The rule, which designates Medicare/Medicaid contractors and state inspectors as federal employees, restricts the conditions under which these individuals may testify for either plaintiffs or defendants in private litigation. Now, the head of the Department of Health and Human Services must approve any and all involvement of state health departments and contractors in private lawsuits concerning any facility receiving federal assistance.

On a practical level, this means that once-routine requests for information, including inspection reports and depositions, are now being interminably delayed as federal and state officials bicker over what’s what.

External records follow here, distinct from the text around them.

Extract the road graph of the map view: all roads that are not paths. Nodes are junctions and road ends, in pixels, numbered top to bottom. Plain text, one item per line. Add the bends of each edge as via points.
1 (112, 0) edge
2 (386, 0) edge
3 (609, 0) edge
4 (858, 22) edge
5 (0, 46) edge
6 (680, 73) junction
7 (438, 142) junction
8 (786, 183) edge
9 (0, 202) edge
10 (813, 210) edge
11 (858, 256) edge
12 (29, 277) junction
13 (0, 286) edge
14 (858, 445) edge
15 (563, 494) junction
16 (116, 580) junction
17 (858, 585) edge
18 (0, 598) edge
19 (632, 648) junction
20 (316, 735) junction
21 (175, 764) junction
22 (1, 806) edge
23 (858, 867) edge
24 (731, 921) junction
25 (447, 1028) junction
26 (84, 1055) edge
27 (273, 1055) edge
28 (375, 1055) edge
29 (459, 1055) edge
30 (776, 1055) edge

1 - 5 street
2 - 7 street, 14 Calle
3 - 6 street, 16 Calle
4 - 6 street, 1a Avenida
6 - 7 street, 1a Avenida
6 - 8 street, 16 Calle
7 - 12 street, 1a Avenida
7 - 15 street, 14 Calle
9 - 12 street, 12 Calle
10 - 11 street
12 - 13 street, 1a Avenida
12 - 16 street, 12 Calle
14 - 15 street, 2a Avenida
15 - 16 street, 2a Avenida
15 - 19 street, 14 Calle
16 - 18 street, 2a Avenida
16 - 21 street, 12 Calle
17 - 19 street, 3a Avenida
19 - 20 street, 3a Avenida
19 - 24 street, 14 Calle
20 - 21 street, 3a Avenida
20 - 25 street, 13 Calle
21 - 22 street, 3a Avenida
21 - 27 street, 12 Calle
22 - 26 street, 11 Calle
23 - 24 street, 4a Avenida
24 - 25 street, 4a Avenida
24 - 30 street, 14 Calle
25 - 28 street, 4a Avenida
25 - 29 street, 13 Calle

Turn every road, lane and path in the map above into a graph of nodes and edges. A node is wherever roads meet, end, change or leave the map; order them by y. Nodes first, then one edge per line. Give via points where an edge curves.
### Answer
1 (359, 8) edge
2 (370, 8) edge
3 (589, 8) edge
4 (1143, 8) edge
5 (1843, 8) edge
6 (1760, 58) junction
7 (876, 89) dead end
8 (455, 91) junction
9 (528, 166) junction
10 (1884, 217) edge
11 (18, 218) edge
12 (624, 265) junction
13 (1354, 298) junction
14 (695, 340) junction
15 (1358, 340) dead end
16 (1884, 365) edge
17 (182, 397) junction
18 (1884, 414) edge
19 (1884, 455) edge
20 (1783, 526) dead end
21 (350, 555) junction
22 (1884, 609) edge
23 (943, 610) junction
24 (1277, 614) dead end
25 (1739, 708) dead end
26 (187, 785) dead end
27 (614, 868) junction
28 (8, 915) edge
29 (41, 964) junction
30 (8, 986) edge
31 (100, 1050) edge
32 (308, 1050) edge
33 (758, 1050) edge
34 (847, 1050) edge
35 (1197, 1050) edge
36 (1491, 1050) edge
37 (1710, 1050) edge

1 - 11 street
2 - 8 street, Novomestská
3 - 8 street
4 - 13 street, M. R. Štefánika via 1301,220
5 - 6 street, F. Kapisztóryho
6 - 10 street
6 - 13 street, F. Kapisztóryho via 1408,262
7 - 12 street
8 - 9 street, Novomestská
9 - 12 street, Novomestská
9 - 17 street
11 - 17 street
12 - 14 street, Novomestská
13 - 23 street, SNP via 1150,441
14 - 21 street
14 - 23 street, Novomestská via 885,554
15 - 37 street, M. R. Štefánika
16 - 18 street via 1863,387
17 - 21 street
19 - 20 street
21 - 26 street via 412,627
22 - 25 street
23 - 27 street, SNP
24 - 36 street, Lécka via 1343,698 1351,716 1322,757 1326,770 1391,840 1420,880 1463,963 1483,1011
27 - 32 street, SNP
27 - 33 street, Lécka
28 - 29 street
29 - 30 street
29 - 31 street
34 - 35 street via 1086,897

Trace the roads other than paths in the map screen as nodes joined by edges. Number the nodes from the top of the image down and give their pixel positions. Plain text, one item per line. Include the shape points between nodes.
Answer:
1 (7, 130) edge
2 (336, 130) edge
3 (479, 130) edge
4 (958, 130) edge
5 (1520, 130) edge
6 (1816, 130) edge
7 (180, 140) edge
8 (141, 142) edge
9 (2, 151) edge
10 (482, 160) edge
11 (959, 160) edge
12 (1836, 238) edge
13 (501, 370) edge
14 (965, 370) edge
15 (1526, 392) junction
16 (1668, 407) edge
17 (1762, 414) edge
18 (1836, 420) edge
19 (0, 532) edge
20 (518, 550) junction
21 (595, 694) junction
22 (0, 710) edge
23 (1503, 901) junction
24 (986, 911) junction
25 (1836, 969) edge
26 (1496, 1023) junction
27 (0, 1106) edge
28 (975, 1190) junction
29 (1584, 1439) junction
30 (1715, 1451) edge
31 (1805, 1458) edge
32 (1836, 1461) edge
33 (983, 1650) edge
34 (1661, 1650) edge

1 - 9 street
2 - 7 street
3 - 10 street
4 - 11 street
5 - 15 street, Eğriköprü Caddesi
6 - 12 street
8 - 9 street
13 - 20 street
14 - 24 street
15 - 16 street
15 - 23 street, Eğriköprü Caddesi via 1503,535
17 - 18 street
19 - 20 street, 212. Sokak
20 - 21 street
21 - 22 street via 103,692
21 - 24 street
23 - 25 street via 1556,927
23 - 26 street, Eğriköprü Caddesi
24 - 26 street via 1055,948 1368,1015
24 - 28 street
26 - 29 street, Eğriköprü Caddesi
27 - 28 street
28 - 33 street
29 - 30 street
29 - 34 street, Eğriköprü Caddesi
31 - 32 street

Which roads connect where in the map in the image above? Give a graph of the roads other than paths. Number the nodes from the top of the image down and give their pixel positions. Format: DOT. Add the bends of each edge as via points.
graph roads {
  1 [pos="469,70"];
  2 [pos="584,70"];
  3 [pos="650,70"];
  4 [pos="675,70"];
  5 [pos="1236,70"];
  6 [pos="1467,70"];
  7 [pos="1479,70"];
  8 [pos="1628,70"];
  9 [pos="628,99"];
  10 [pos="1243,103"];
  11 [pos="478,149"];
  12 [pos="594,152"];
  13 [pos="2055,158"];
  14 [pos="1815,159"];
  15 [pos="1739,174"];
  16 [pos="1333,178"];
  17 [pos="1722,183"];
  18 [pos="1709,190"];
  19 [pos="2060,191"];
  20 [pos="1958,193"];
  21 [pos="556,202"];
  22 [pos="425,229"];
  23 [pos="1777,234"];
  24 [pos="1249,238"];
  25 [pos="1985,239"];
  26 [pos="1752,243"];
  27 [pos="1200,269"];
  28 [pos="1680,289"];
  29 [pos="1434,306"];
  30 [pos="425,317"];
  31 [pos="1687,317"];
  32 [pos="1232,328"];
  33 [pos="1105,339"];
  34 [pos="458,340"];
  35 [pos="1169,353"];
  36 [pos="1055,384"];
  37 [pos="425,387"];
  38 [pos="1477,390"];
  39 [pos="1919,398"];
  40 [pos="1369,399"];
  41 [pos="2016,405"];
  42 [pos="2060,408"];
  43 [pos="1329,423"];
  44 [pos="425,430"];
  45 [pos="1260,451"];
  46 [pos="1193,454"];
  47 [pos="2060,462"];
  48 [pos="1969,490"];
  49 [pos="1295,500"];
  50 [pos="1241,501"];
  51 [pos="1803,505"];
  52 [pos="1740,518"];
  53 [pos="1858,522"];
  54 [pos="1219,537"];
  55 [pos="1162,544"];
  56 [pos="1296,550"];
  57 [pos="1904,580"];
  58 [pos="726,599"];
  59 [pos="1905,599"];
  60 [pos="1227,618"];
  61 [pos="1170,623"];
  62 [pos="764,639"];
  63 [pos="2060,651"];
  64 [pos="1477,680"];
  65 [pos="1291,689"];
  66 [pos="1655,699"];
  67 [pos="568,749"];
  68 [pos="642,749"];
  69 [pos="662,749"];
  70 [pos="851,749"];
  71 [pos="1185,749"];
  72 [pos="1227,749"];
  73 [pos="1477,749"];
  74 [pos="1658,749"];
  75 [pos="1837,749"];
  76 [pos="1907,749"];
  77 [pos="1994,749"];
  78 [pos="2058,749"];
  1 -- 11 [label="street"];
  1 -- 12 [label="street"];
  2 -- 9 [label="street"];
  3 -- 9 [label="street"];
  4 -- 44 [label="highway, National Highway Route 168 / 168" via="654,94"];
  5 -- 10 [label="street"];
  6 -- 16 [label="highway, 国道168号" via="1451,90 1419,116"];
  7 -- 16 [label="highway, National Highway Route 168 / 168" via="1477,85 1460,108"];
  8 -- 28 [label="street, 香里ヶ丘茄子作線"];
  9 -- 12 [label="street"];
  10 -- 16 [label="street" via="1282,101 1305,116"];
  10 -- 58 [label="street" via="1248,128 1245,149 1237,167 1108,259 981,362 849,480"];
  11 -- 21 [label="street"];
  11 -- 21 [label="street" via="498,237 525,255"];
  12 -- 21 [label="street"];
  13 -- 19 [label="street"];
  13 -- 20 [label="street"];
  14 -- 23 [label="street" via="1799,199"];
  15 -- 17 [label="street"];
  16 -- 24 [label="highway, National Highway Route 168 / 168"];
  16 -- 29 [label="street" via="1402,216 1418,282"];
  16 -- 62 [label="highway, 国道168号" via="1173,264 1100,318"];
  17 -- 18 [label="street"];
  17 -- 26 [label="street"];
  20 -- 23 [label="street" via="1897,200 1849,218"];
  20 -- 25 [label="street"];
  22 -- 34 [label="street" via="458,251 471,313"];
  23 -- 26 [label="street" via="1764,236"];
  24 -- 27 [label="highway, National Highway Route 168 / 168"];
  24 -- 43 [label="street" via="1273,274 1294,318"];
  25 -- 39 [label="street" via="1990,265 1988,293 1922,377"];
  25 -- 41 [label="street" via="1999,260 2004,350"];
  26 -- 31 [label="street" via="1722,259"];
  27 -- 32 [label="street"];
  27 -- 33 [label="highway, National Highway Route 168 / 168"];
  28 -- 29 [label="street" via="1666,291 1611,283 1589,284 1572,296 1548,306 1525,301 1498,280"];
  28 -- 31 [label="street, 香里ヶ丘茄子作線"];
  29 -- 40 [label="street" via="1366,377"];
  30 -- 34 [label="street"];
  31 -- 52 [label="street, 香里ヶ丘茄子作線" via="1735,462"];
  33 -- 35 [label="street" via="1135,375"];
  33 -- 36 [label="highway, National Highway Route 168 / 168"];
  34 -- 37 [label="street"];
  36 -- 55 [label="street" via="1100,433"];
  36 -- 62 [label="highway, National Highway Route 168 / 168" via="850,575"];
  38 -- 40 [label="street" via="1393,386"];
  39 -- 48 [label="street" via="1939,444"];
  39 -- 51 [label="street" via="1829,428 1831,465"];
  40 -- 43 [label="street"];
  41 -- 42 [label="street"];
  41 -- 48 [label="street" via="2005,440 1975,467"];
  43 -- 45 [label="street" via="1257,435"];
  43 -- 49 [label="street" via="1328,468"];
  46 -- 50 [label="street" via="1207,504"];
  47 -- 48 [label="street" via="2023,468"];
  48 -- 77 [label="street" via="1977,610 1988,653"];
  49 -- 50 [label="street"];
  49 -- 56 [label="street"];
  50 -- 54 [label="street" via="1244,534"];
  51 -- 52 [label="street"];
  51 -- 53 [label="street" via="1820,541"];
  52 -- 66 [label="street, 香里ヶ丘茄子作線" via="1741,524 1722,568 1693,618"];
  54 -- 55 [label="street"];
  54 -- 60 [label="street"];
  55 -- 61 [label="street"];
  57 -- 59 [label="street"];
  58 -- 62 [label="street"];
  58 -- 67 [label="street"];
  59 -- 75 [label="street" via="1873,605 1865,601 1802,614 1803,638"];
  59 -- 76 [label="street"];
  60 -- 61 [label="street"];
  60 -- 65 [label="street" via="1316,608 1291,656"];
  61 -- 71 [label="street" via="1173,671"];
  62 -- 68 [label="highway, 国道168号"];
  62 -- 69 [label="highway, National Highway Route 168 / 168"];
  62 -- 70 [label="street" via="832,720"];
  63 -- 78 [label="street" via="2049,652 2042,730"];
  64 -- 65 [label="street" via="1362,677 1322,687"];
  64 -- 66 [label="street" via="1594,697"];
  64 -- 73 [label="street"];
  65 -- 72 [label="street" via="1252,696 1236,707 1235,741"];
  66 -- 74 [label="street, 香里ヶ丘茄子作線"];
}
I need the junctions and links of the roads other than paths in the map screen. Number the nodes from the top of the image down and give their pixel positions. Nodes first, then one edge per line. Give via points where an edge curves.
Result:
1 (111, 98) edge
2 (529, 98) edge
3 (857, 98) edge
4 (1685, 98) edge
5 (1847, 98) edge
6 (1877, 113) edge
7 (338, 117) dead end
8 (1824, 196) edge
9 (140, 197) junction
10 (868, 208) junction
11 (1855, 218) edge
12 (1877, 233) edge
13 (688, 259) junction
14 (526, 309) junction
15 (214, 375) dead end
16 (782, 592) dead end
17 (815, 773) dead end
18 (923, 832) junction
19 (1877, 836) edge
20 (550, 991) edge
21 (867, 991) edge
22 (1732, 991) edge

"This change hurts nursing-home residents and their families by allowing bad practices to be kept in secret by nursing homes and inspectors," said Eric M. Carlson, an attorney with the National Senior Citizens Law Center in Los Angeles. "Government inspectors have the right to go into nursing homes and investigate, and they learn things that residents and families otherwise could never find out."

Requests for these employees to participate in private cases "divert employees from their federal survey, certification and enforcement responsibilities," the Bush administration said in a supporting document. "The cumulative effect of these requests can impede these activities." -Cindy Skrzycki, The Washington Post

Hopefully, the Obama administration will soon see the foolhardiness in the Bush analysis, and fashion a compromise, if not a complete reversal of the policy, which will allow cases of nursing home abuse to proceed in a reasonable manner.